The case involves what is believed to be the first time in Ontario that the application of the “impeachment” exception in the Rules of Civil Procedure has been interpreted in a situation where compelled documents in one case are used in another proceeding.
A notice of motion for leave to appeal filed in Ontario Divisional Court states that “there is good reason to doubt the correctness” of the decision of Superior Court Justice Wendy Matheson. The motion filed on behalf of the young man who can be identified only as N.S. also argues that the Superior Court judge’s decision is in breach of his rights to fundamental justice under s. 7 of the Charter.

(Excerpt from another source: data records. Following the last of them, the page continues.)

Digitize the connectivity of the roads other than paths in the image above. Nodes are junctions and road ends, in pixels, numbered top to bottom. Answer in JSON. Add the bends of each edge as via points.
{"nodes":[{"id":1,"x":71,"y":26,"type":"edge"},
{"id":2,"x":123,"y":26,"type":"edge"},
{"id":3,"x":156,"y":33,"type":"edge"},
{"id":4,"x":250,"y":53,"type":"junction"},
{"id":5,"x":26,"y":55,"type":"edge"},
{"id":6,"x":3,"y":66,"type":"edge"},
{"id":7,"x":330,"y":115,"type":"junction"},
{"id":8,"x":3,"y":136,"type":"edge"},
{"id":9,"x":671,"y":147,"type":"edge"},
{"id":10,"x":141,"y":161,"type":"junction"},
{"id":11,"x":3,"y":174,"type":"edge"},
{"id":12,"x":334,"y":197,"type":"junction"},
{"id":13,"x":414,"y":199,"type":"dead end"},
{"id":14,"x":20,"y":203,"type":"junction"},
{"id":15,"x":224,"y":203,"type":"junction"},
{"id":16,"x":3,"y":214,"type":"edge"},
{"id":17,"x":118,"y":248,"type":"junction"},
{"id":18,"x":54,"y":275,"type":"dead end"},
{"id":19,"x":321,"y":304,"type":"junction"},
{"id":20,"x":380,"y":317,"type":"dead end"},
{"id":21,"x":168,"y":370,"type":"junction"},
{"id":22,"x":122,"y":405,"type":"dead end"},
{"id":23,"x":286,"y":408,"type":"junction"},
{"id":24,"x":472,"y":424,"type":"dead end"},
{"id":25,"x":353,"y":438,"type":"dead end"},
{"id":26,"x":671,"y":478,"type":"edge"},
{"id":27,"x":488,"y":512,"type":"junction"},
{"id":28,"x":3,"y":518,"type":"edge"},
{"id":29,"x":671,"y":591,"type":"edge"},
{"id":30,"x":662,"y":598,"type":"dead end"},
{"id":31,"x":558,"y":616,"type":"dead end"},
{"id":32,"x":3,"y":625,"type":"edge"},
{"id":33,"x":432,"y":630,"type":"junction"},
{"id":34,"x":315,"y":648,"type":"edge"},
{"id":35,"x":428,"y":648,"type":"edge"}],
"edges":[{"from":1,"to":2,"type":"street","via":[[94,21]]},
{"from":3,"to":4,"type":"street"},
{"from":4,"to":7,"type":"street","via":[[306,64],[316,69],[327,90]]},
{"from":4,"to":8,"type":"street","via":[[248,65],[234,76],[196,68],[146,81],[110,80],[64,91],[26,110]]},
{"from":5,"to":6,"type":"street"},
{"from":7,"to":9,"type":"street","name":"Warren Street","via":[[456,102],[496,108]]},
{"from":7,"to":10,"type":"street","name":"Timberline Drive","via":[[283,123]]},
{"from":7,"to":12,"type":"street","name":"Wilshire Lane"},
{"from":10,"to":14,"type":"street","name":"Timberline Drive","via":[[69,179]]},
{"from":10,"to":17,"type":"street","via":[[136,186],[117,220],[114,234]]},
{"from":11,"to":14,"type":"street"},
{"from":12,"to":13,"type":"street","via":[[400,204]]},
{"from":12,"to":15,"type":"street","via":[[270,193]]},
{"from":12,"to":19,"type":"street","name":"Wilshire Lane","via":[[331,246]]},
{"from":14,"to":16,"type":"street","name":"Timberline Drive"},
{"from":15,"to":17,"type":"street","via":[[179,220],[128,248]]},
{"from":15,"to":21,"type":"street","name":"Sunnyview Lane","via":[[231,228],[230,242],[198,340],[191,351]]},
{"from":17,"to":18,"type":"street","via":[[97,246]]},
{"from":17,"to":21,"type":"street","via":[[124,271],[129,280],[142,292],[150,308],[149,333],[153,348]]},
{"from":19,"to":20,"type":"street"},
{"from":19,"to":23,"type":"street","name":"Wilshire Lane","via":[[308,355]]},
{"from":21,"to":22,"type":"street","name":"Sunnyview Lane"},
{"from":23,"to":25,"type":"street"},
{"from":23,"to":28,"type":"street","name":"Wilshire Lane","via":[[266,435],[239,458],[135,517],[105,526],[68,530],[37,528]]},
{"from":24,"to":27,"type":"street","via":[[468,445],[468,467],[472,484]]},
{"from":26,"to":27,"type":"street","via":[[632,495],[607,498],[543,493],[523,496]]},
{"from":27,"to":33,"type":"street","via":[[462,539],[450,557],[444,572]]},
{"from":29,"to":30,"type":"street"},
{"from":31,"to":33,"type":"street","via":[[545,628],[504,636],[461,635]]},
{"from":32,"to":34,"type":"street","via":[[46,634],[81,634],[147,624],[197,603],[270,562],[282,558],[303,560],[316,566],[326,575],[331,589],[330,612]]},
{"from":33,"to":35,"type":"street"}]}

N.S., who has been represented by lawyers at Lenczner Slaght LLP in his civil case, has added Scott Hutchison and a colleague from the high-profile Toronto firm of Henein Hutchison LLP to his legal team for the motion in Divisional Court.
The legal arguments over the application of the impeachment exception stem from a lawsuit filed by S.C. against N.S. and the University of Waterloo. The young woman alleges she was sexually assaulted by N.S. in 2014 on two occasions, in Waterloo and in Toronto. N.S. was charged criminally in both cases and has been acquitted in the Waterloo proceeding.
In the arguments before Matheson, the court heard that on the eve of pre-trial motions in the Toronto criminal trial, there were discussions between Chris Kinnear Hunter, who was representing N.S. in the civil action, and the young man’s Toronto-based criminal lawyer, Eric Neubauer.
Hunter, an associate at Lenczner Slaght, sent a copy of hundreds of pages of S.C.’s private records to Neubauer. The records were compelled documents produced in the civil proceeding. In an email to the criminal lawyer, Hunter wrote that the impeachment provision in Rule 30.1.01 meant that the deemed undertaking rule against using the records in another proceeding did not apply.
Matheson did not accept this interpretation and found that any lawyer seeking to make use of the impeachment exception must first seek direction from a court.
“The moving party [N.S.’s civil lawyer] did not do so and therefore failed to deploy the exception properly, breaching the undertaking,” wrote Matheson. The Superior Court judge noted that “the level of private information in these records is very high,” and that they included medical and counselling documents.
The fact that the private information had been shared only became known during the cross-examination of S.C. in the Toronto criminal trial — which led to an adjournment in that proceeding.
Iain MacKinnon, one of the lawyers acting for S.C. in the civil proceeding, described Matheson’s decision as thoughtful and sensible.
“It is a reasonable interpretation of the deemed undertaking rule, especially when you consider the broader policy considerations and how application of the rule may interact with the Criminal Code procedures for third-party records disclosure in criminal cases,” says MacKinnon, a lawyer at Linden & Associates in Toronto.
The Criminal Code has strict rules related to what a defendant must show for there to be disclosure of private records of a complainant in a sexual assault trial.
Joanna Birenbaum, a Toronto lawyer who frequently acts for sexual assault complainants, says it may be a good thing if leave to appeal is granted.
“The benefit would be a higher court confirming what should be obvious — lawyers can’t release themselves from an undertaking to the court simply because, in their own view, the records fall into an exception to the undertaking,” says Birenbaum.
Will McDowell, a senior partner at Lenczner Slaght, acted for N.S. along with Hunter in the Superior Court hearing. Hutchison and associate Alex Smith have been added as co-counsel for N.S. according to documents filed in Divisional Court.
McDowell and Hutchison did not respond to a request for comment by Legal Feeds.
The motion on whether to grant leave will be decided by the Divisional Court based only on written submissions.